Ja też się nie martwię brakiem główek, zjadamy obrywając dolne liście już od kwietnia. Foliowe puściły już pędy, ale nie straciły smaku więc nadal je jemy.
A tu gruntowe:
Czy można jeszcze posadzić sałatę?? wydaje mi się że jeszcze widziałam na rynku rozsadę na działce zżarły ślimaki ale może posadziłabym na balkonie w korytku czy to bez sensu bo jest za ciepło i wystrzeli w nasiona??
Chciałam kupić na ryneczku rozsadę, żeby była szybciej ale niestety już nie ma .
Wysiałam więc wczoraj Justynę, podobno dobra do letniej uprawy i nie wybija szybko w nasiona.
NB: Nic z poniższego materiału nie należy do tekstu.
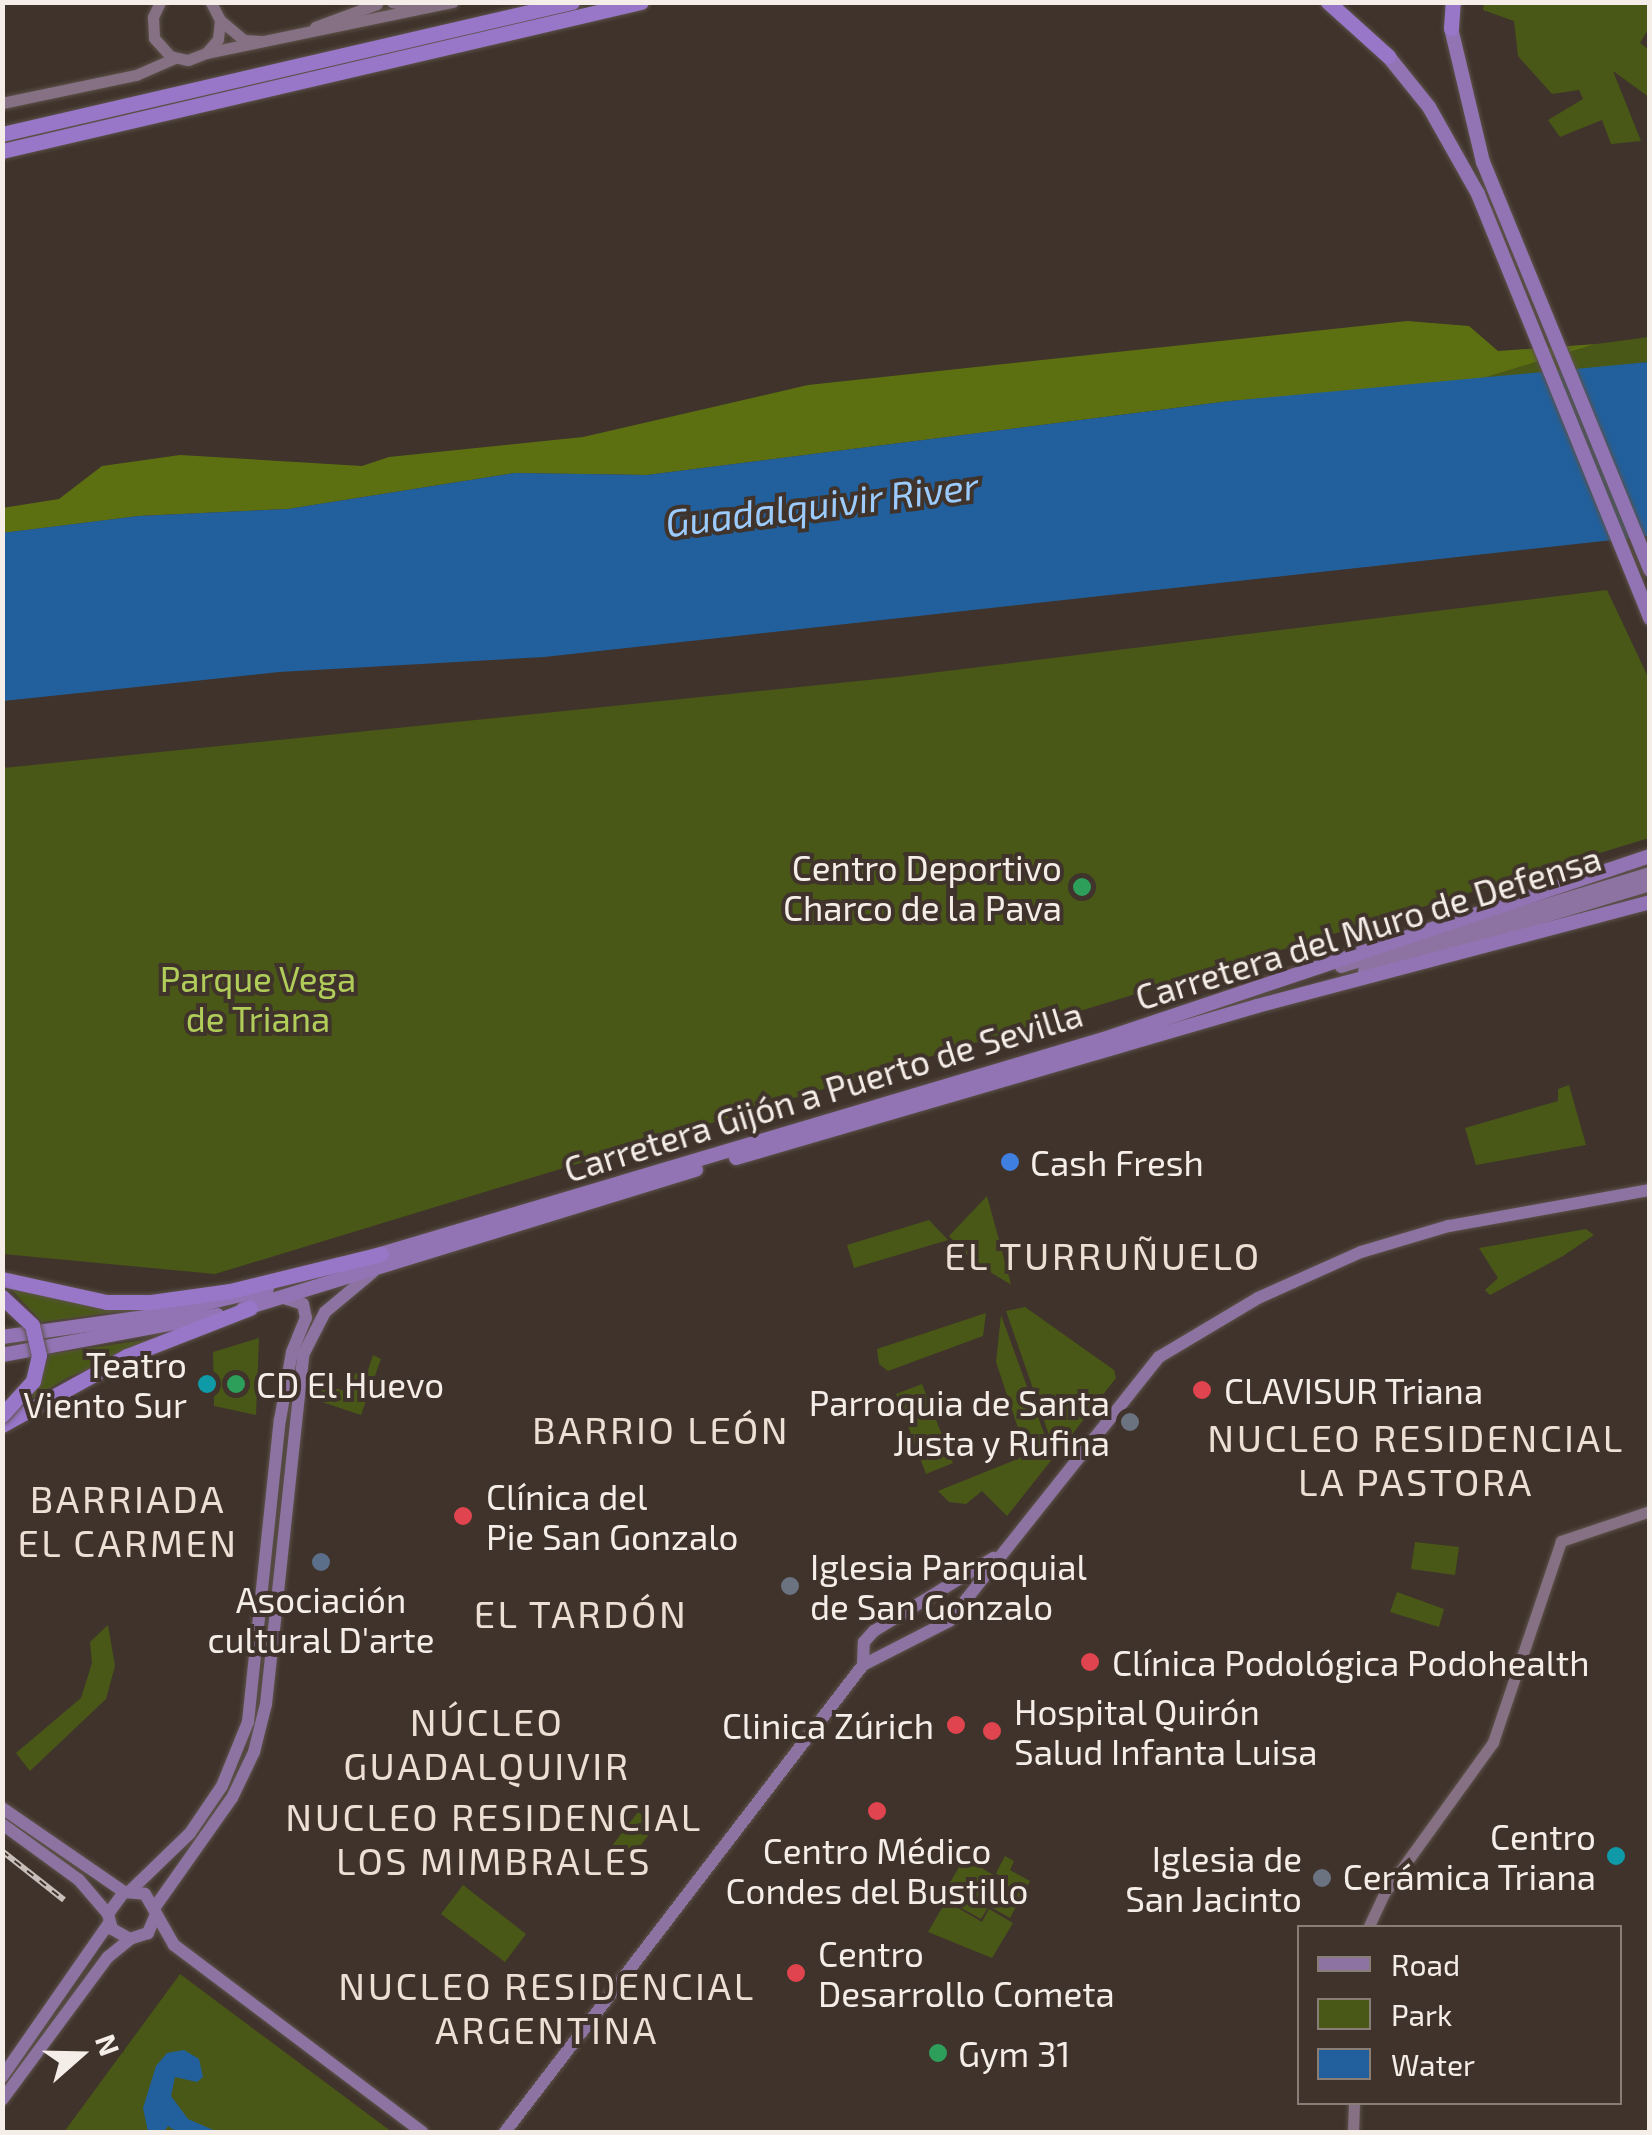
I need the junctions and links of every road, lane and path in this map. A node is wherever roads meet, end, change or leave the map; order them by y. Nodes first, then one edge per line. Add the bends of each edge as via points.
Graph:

Pójdę jutro na rynek to zobaczę czy jeszcze jest rozsada, gorzej z tym chłodem bo balkon południowy ale mam osłonięty matą wiklinową to troszkę cienia by się znalazło
Z tymi głowkami to nie wszystkie gatunki wiążą typowe główki , ale to w sumie lepiej bo obrywajac listki salata sobie nadal rośnie i wypuszcza nowe. A z sianiem ja posiałam kilka dni temu i tez mam nadzieje ze będzie rosła sobie. Z moich doświadczeń letnich z sałatami wynika , ze rosną tylko przy suszy potrafią być gorzkie.
U mnie niestety tak jest, że nie miały okrycia (dopiero teraz maluchy które przesadzałam dostały zrębek), także te wysadzane na wiosnę zgorzkniały, jedynie znośna jest jedna masłowa (o dziwo), ale nie wiem która to czy królowa lata czy majowa, ale chyba to pierwsze.
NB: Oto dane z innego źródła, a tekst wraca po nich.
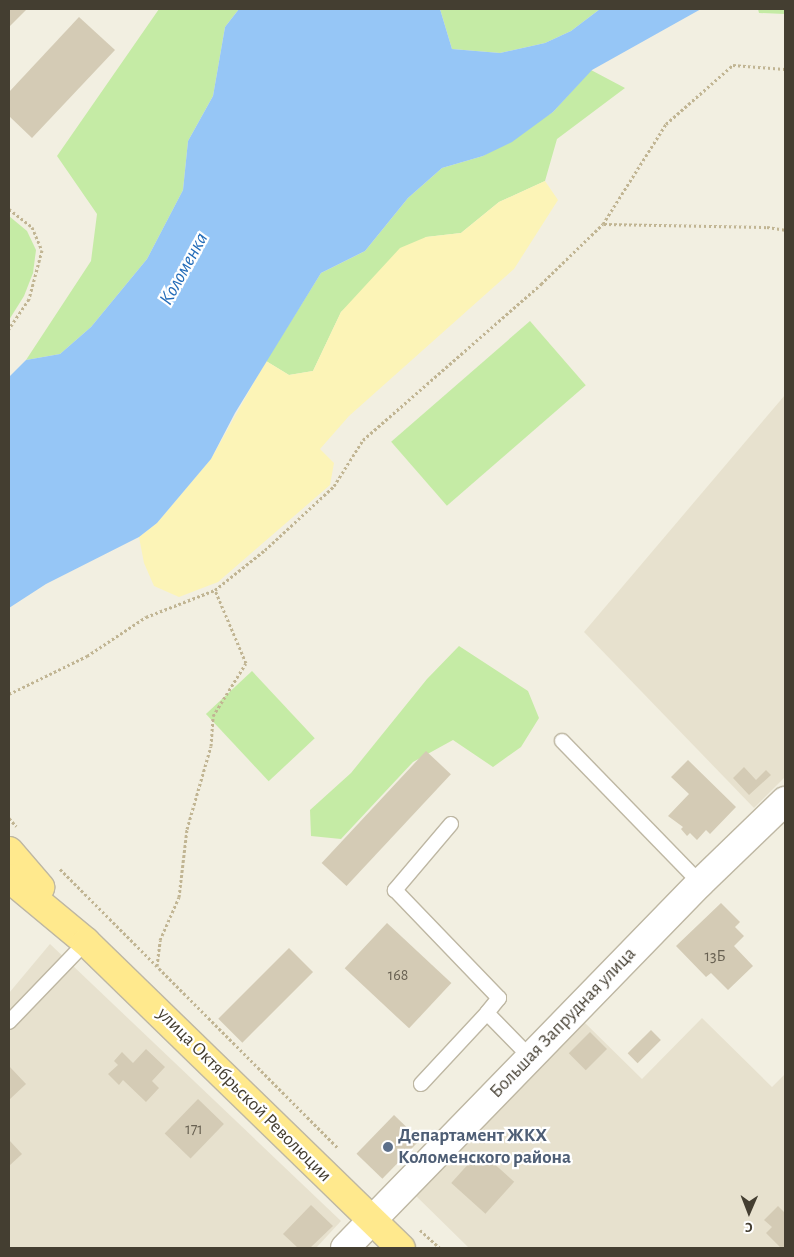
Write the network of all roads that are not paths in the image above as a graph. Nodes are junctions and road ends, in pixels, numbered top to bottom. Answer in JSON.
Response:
{"nodes":[{"id":1,"x":562,"y":741,"type":"dead end"},
{"id":2,"x":781,"y":812,"type":"edge"},
{"id":3,"x":452,"y":824,"type":"dead end"},
{"id":4,"x":16,"y":842,"type":"edge"},
{"id":5,"x":9,"y":878,"type":"edge"},
{"id":6,"x":700,"y":883,"type":"junction"},
{"id":7,"x":86,"y":942,"type":"junction"},
{"id":8,"x":487,"y":1013,"type":"junction"},
{"id":9,"x":9,"y":1022,"type":"edge"},
{"id":10,"x":530,"y":1056,"type":"junction"},
{"id":11,"x":421,"y":1084,"type":"dead end"},
{"id":12,"x":371,"y":1220,"type":"junction"},
{"id":13,"x":345,"y":1248,"type":"edge"},
{"id":14,"x":401,"y":1248,"type":"edge"}],
"edges":[{"from":1,"to":6,"type":"lane"},
{"from":2,"to":6,"type":"street","name":"Большая Запрудная улица"},
{"from":3,"to":8,"type":"lane"},
{"from":4,"to":7,"type":"main road","name":"улица Октябрьской Революции"},
{"from":5,"to":7,"type":"main road","name":"улица Октябрьской Революции"},
{"from":6,"to":10,"type":"street","name":"Большая Запрудная улица"},
{"from":7,"to":9,"type":"lane"},
{"from":7,"to":12,"type":"main road","name":"улица Октябрьской Революции"},
{"from":8,"to":10,"type":"lane"},
{"from":8,"to":11,"type":"lane"},
{"from":10,"to":12,"type":"street","name":"Большая Запрудная улица"},
{"from":12,"to":13,"type":"street","name":"Большая Запрудная улица"},
{"from":12,"to":14,"type":"main road","name":"улица Октябрьской Революции"}]}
"Rolnik sam w dolinie"...a na imię mu Kasia. "Śpieszmy się kochać ludzi...tak szybko odchodzą"
Aliwar
Owszem wygląda ślicznie zarówno w gruncie jak i na talerzu, chociaż u mojej mamy, na innej glebie jest zdecydowanie mocniej wybarwiona i jeszcze ładniejsza. W smaku dominuje gorycz, wolę słodsze listki.